Exercise requirements: Report back every line in the data that includes the string "JSON".

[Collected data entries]

== == ==

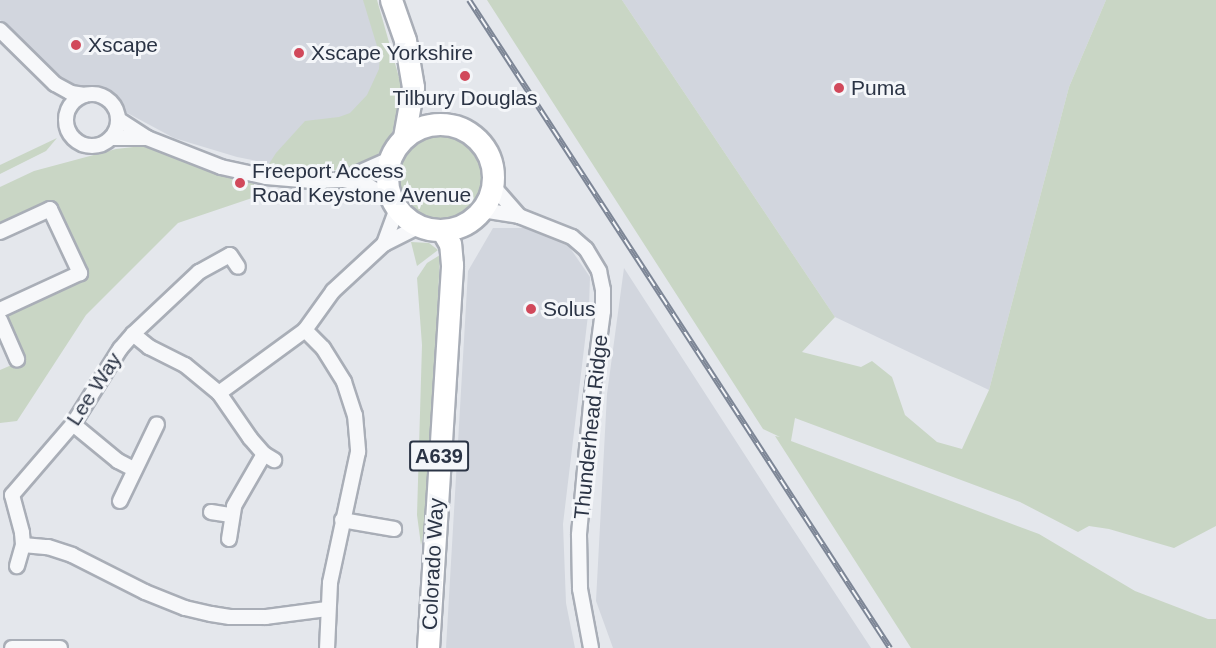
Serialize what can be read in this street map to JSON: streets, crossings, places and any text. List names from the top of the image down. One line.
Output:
{"streets":{"main road":["A639","Colorado Way"],"street":["Lee Way","Thunderhead Ridge"]},"crossings":[["Thunderhead Ridge","A639"],["Thunderhead Ridge","Colorado Way"],["A639","Colorado Way"]],"places":["Xscape","Xscape Yorkshire","Tilbury Douglas","Puma","Freeport Access Road Keystone Avenue","Solus"]}
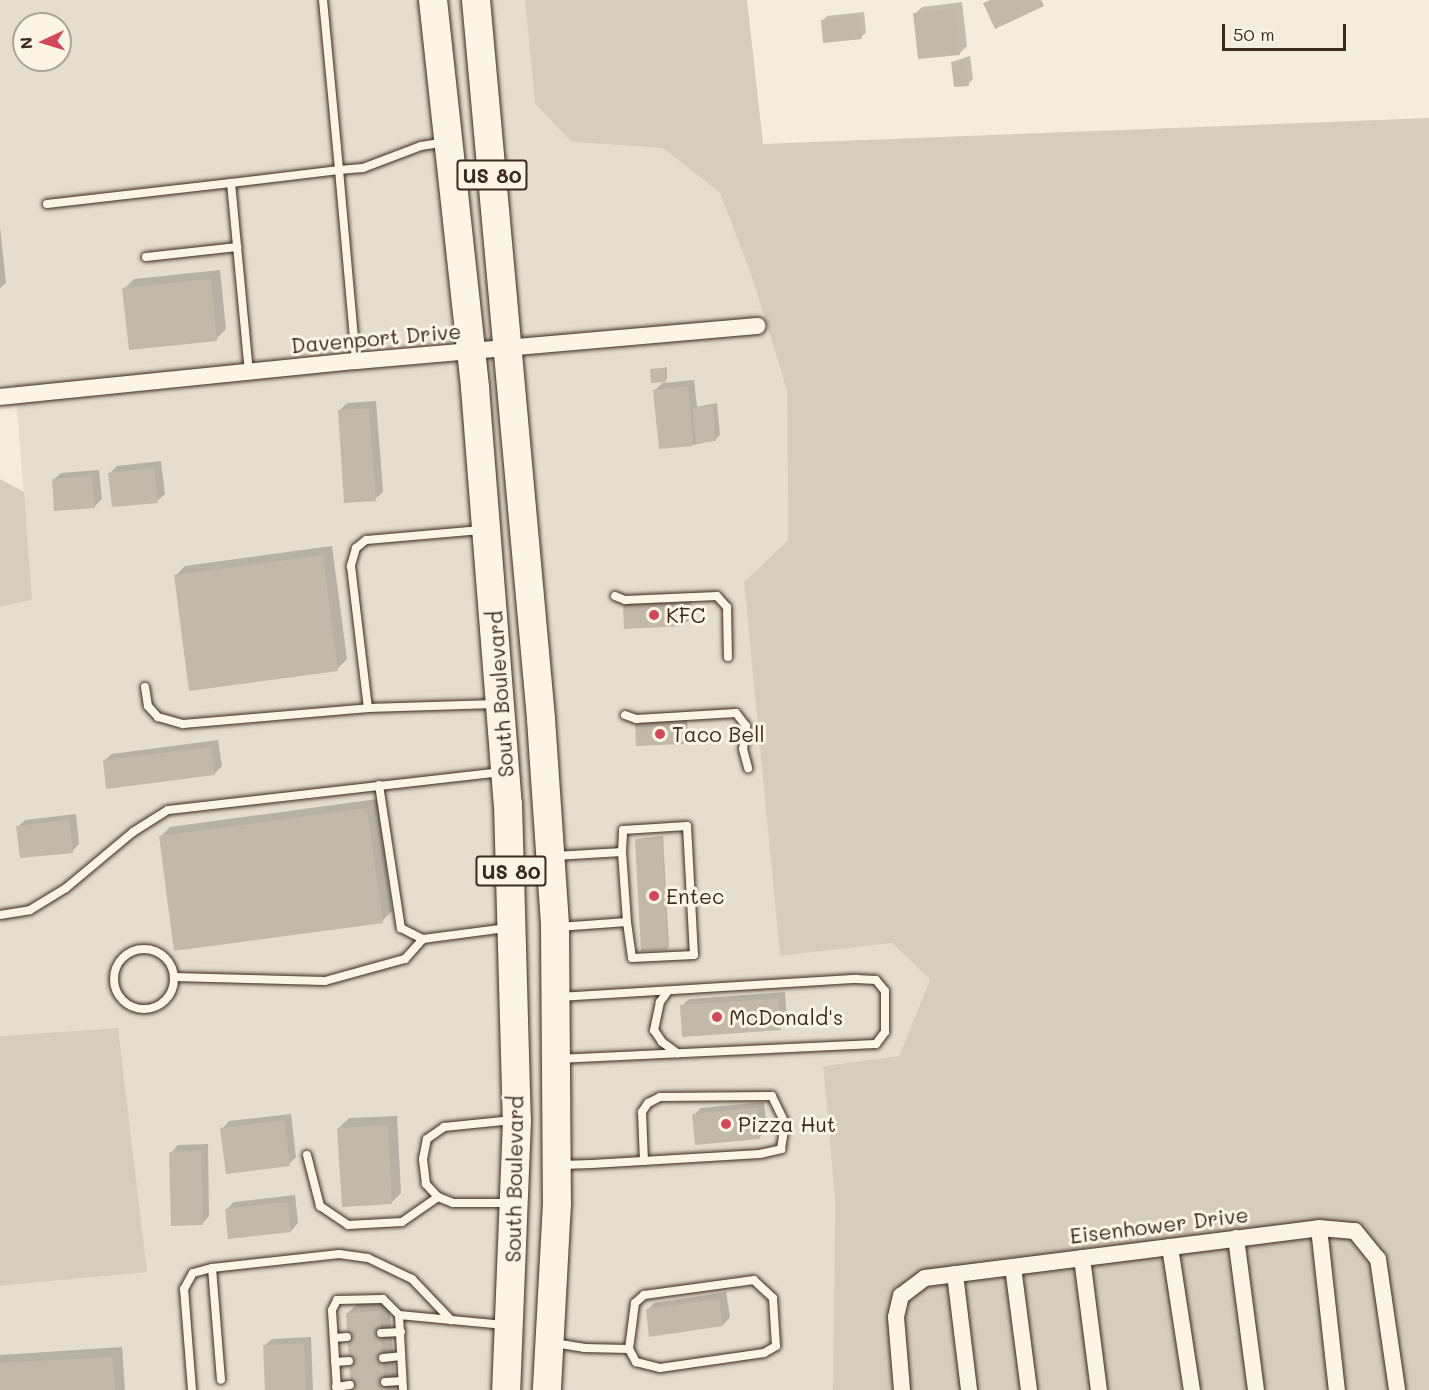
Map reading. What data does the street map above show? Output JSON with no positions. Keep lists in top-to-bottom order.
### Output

== == ==

Answer to this task:
Serialize what can be read in this street map to JSON: streets, crossings, places and any text. List names from the top of the image down. One line.
Map reading. What data does the street map above show? Output JSON with no positions. Keep lists in top-to-bottom order.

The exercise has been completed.